**THE TASK**
Every line of the entries that holds the word "order" is to be copied.

**PROVIDED ENTRIES**
• • • • • • •
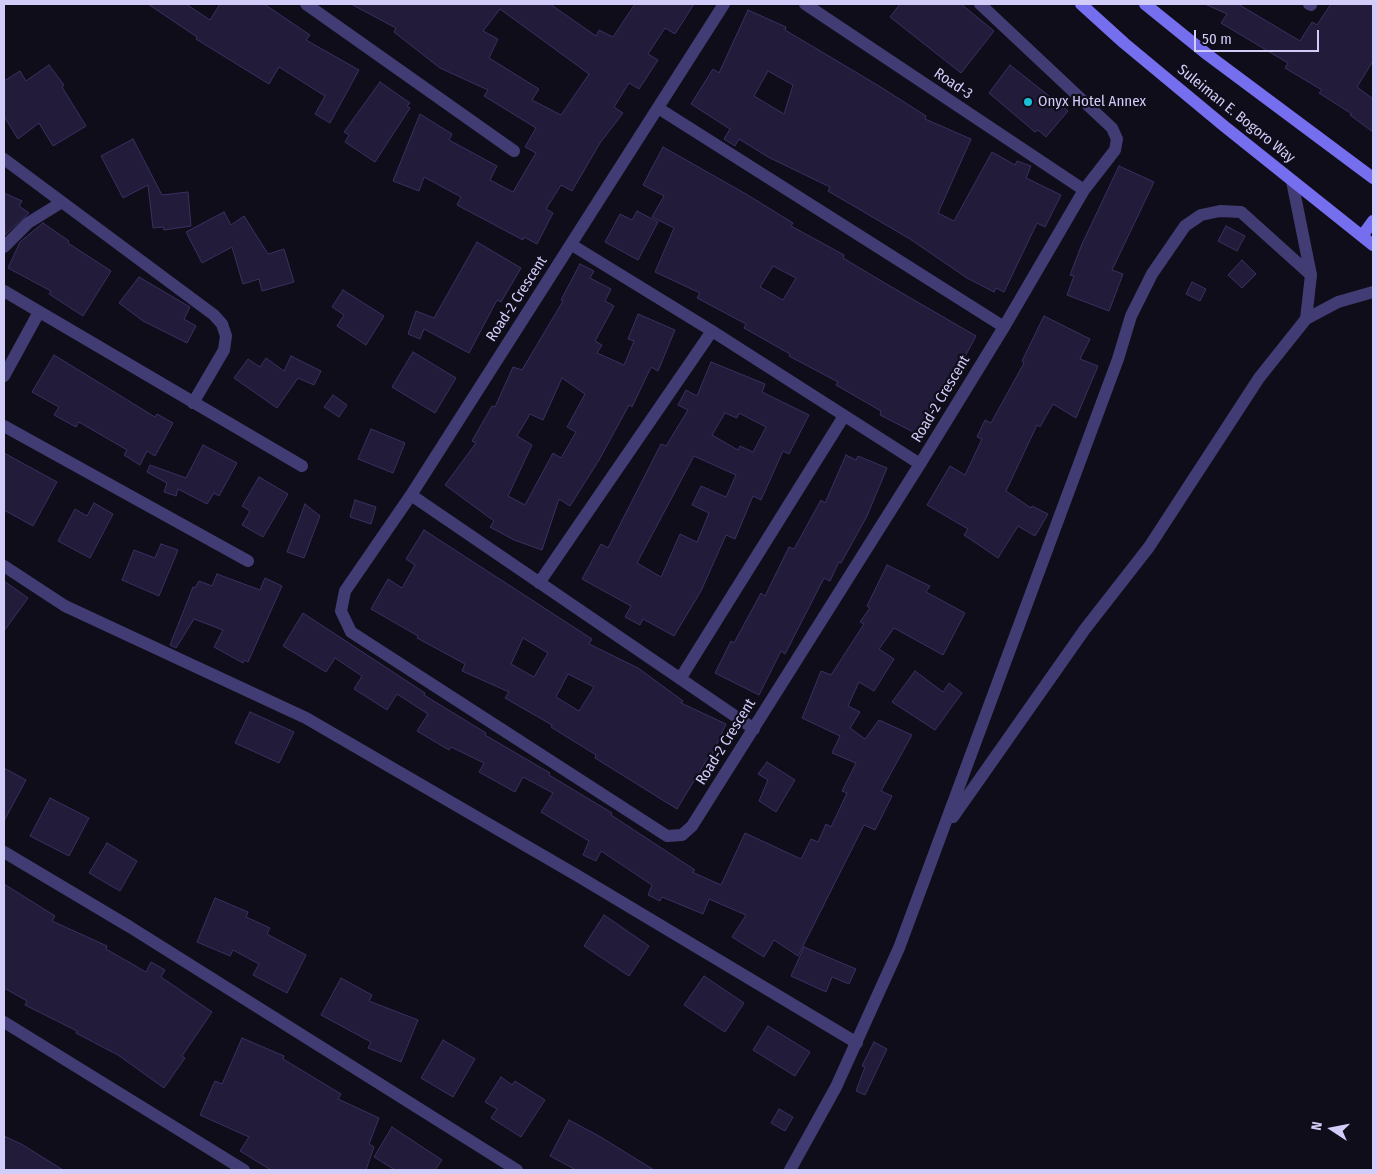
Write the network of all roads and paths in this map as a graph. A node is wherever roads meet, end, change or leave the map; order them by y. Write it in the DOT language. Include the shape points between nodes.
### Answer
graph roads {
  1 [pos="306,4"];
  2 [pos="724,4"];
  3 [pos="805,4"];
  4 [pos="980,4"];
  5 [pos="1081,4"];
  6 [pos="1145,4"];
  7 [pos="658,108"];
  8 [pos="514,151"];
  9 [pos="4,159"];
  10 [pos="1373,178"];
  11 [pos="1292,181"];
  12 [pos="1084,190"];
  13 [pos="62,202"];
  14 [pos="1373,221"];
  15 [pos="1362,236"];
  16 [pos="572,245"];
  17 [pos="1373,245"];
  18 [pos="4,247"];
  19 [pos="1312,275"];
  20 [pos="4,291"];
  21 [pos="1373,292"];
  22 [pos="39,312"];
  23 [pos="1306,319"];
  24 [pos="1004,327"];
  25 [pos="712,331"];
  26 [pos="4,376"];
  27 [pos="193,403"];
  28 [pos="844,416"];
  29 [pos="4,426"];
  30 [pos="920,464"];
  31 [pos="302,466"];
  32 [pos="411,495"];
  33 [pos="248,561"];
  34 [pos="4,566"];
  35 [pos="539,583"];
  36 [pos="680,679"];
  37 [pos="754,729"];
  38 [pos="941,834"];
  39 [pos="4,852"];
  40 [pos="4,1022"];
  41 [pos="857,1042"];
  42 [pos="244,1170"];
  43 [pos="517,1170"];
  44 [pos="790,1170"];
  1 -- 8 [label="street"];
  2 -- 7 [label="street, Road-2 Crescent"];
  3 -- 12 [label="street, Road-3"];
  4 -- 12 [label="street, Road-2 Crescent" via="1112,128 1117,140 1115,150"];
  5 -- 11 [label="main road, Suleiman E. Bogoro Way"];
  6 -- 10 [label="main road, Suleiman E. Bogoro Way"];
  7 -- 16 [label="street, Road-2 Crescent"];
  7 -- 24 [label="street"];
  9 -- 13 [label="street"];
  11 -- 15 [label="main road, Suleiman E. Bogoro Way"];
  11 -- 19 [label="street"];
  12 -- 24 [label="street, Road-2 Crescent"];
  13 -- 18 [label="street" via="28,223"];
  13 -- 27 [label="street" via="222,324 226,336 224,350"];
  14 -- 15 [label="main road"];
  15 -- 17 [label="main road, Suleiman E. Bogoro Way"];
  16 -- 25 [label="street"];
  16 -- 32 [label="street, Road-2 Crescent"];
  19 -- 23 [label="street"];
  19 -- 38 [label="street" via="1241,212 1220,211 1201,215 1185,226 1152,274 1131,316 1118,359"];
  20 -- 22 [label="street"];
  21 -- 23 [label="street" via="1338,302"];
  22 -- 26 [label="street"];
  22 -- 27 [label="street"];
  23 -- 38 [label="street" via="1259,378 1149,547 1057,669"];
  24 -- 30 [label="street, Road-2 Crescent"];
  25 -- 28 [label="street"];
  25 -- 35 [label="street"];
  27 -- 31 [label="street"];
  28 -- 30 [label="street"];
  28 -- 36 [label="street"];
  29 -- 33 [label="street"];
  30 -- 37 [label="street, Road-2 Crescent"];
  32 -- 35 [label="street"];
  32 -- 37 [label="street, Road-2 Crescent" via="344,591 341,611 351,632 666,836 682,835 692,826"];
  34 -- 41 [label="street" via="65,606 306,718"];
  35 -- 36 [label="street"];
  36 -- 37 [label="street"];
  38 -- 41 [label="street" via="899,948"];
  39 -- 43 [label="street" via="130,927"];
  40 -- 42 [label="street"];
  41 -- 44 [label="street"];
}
• • • • • • •
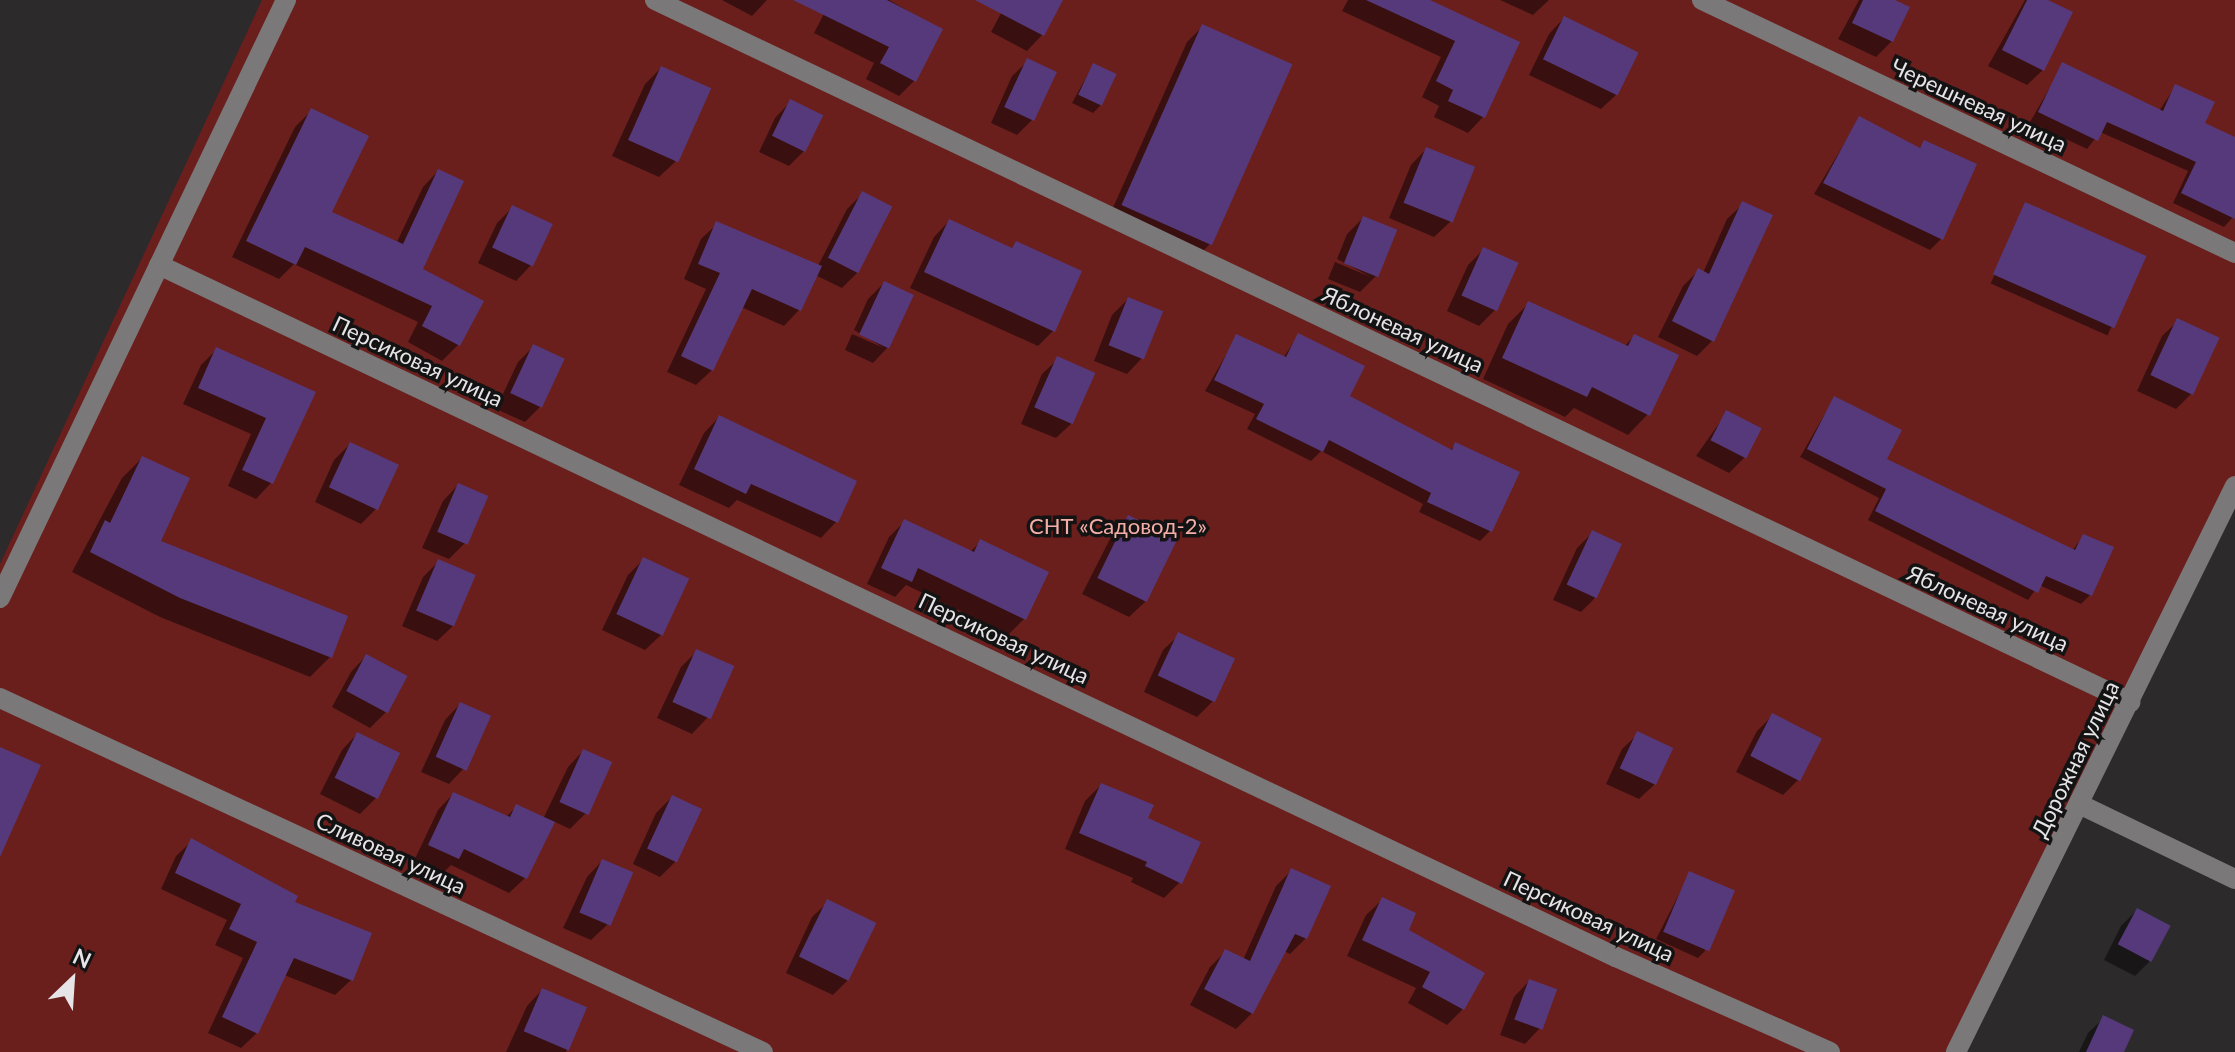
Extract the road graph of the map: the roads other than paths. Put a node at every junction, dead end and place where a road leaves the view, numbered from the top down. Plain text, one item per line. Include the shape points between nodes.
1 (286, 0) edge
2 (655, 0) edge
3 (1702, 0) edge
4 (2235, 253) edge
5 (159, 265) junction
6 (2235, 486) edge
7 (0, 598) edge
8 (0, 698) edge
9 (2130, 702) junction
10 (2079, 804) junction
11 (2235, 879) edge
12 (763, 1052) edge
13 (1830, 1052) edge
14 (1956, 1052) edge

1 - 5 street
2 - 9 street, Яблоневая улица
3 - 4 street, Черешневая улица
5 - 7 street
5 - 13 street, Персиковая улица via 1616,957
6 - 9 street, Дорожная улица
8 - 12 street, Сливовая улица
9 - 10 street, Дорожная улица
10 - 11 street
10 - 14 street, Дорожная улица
• • • • • • •
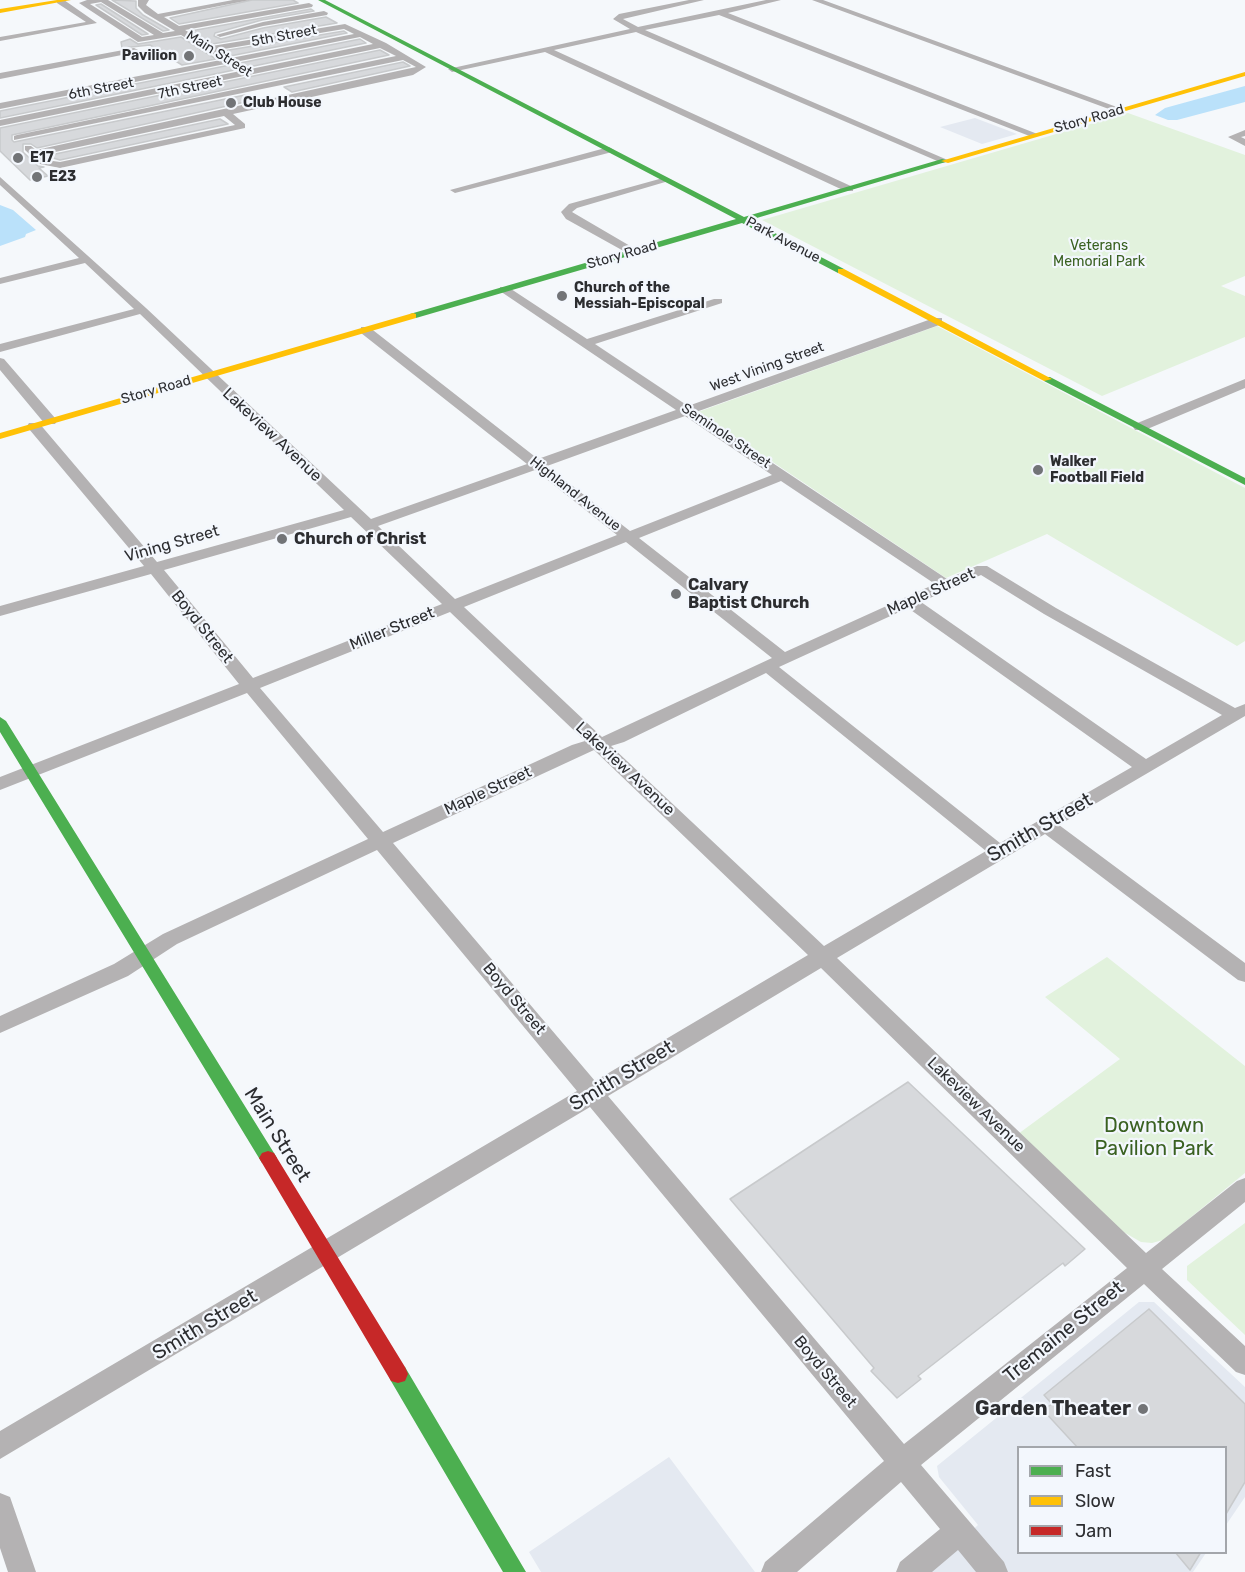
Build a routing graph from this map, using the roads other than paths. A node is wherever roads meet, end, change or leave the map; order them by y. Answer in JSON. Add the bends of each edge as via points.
• • • • • • •
**REPLY TO THE EXERCISE**
Write the network of all roads and paths in this map as a graph. A node is wherever roads meet, end, change or leave the map; order them by y. Write it in the DOT language. Include the shape points between nodes.
Build a routing graph from this map, using the roads other than paths. A node is wherever roads meet, end, change or leave the map; order them by y. Answer in JSON. Add the bends of each edge as via points.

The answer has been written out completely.